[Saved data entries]
------------------------------------------------------------------------

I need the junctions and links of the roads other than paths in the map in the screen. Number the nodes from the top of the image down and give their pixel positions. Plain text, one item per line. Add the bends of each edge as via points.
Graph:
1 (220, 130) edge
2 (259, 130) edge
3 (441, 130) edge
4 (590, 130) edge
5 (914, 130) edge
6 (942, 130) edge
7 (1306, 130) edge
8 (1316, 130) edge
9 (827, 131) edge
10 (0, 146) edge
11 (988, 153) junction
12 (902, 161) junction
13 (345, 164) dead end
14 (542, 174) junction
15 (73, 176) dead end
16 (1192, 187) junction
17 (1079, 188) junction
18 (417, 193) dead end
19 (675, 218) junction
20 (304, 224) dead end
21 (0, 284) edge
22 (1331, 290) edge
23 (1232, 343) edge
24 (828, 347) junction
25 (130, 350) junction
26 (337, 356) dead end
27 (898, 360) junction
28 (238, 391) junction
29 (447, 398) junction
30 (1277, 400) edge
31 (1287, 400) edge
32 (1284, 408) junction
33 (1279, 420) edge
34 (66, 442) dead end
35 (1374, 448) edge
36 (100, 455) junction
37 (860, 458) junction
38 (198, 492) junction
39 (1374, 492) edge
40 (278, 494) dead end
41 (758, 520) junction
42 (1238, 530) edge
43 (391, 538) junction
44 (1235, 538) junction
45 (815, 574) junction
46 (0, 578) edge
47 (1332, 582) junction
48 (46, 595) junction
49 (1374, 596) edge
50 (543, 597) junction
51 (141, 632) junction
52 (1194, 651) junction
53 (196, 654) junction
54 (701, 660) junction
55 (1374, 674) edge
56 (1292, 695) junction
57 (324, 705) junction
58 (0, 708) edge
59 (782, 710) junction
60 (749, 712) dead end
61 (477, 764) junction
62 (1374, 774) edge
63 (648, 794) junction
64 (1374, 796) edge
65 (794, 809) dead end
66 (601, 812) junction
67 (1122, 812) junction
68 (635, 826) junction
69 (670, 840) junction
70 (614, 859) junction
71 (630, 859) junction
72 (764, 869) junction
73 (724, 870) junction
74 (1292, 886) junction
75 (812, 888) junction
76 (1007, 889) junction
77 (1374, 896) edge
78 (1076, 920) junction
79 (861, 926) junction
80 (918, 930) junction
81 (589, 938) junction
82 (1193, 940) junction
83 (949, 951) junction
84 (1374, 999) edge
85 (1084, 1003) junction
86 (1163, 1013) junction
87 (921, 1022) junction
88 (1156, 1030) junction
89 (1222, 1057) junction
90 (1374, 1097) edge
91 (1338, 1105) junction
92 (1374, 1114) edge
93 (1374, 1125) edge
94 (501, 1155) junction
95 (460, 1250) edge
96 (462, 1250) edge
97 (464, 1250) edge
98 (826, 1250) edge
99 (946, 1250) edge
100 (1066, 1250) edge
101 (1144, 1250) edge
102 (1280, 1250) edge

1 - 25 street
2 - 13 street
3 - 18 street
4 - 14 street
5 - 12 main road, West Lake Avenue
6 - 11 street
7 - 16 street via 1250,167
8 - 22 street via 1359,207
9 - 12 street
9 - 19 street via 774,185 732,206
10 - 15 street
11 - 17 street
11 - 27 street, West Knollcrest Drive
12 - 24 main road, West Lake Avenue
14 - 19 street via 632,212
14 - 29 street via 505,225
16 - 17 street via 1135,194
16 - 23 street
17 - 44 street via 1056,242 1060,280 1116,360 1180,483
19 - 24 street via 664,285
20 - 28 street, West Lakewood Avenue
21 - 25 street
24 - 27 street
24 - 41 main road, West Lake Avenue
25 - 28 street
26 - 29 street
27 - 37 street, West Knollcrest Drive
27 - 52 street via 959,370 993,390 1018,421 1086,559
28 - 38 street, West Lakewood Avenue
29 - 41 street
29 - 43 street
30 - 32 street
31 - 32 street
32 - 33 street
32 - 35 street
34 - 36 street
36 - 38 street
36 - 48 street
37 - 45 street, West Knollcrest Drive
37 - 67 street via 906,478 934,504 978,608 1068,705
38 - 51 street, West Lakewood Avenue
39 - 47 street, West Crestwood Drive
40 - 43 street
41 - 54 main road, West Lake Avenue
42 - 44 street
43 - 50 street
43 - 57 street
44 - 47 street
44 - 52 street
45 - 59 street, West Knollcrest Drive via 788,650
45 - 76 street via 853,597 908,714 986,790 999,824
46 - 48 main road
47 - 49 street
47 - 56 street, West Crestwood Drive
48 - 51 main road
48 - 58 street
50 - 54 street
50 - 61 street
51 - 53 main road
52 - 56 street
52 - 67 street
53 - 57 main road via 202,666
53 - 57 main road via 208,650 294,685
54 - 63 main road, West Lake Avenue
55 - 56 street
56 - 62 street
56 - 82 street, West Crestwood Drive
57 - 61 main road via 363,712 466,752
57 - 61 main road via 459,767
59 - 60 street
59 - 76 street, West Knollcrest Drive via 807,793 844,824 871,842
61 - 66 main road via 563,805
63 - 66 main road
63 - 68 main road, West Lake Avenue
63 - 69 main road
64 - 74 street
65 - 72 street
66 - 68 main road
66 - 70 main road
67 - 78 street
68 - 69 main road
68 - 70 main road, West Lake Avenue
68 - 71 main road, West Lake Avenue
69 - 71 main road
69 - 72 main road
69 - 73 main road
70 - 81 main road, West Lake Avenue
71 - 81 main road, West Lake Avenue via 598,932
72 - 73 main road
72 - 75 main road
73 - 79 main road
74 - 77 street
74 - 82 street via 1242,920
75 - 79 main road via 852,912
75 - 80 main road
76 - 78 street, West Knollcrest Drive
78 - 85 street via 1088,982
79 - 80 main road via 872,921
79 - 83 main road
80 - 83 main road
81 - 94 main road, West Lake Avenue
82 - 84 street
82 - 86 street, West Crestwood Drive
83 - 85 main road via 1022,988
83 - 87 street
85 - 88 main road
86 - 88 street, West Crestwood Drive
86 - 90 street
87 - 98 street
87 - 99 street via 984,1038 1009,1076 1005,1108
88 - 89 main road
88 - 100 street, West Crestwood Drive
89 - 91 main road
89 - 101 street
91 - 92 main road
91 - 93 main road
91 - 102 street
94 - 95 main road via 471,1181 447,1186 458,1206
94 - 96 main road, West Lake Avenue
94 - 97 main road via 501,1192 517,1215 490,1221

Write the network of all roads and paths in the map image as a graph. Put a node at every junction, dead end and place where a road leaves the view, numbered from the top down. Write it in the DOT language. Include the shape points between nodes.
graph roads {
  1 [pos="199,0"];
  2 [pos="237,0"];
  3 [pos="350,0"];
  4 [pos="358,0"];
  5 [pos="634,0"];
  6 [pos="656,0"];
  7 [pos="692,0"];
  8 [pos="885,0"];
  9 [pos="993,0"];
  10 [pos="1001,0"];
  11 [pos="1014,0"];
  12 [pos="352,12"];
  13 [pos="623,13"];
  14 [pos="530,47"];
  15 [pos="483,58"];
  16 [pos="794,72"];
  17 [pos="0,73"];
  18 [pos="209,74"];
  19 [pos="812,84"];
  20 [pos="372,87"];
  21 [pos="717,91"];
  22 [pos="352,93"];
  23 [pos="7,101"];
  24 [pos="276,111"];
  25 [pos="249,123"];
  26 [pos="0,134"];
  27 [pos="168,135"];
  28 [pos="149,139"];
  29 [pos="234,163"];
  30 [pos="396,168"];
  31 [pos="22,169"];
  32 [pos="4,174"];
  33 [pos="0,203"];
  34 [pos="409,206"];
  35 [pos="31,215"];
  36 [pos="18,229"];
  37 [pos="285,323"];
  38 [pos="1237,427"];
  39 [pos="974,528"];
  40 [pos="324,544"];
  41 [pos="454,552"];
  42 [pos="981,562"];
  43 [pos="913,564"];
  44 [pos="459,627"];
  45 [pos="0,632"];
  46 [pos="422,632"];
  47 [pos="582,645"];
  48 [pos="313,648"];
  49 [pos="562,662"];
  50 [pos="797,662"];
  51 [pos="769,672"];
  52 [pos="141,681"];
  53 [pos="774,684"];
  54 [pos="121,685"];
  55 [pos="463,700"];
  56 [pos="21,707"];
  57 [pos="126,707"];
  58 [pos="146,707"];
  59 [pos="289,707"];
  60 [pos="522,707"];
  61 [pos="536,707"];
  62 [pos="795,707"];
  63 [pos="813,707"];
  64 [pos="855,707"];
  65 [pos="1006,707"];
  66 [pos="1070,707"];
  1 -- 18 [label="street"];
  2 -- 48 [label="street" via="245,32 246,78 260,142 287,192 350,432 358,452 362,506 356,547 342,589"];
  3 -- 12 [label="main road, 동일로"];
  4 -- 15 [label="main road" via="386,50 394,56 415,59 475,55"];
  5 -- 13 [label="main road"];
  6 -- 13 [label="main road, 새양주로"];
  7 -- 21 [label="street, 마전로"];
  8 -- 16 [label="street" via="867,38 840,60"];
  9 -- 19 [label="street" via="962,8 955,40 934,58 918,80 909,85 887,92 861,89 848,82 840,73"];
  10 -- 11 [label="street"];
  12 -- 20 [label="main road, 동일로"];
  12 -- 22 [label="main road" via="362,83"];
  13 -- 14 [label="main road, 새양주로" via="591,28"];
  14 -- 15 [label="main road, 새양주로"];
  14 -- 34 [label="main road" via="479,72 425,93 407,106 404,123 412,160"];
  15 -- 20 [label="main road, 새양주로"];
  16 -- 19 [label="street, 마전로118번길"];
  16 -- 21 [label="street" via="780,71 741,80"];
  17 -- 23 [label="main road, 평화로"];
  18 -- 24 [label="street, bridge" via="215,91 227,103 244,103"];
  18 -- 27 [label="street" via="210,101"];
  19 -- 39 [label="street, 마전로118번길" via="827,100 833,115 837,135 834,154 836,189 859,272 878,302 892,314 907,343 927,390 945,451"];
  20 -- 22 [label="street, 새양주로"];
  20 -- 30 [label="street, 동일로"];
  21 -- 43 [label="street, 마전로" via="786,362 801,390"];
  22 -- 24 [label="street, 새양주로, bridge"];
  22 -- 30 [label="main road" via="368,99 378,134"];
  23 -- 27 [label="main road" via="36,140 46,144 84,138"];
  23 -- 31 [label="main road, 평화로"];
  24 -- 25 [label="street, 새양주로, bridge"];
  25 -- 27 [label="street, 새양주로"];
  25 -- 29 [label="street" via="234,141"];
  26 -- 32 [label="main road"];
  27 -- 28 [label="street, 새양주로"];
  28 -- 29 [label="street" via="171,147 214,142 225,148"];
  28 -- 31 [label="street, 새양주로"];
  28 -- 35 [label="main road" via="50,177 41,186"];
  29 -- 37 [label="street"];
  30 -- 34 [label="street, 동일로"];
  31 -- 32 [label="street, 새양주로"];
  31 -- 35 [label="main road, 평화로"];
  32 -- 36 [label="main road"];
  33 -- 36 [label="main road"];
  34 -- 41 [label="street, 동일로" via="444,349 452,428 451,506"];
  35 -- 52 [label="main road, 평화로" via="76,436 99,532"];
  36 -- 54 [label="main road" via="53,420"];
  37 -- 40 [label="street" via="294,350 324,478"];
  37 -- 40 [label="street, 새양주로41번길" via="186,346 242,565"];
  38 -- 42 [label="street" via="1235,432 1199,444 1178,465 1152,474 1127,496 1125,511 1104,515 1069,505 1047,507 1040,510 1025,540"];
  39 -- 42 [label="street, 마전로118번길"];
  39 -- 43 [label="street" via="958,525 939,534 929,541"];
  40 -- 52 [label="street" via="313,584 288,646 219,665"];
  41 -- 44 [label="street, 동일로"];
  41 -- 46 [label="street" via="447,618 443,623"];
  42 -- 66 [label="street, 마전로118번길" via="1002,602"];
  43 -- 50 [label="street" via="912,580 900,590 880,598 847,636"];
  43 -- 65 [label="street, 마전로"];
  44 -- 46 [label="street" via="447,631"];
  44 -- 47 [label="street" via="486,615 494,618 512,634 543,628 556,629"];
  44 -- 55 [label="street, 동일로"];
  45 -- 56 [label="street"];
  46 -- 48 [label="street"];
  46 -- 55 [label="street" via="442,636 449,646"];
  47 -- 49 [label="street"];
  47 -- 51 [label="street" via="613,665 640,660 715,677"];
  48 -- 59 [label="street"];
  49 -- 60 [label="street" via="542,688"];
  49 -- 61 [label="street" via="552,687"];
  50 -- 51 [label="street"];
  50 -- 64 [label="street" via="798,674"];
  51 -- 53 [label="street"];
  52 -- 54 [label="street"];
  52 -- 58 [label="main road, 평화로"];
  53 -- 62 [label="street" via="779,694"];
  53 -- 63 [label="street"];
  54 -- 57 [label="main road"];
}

------------------------------------------------------------------------

» Your objective: Among the lines above, please find those with "Crestwood" and copy them.

» Answer for the task:
39 - 47 street, West Crestwood Drive
47 - 56 street, West Crestwood Drive
56 - 82 street, West Crestwood Drive
82 - 86 street, West Crestwood Drive
86 - 88 street, West Crestwood Drive
88 - 100 street, West Crestwood Drive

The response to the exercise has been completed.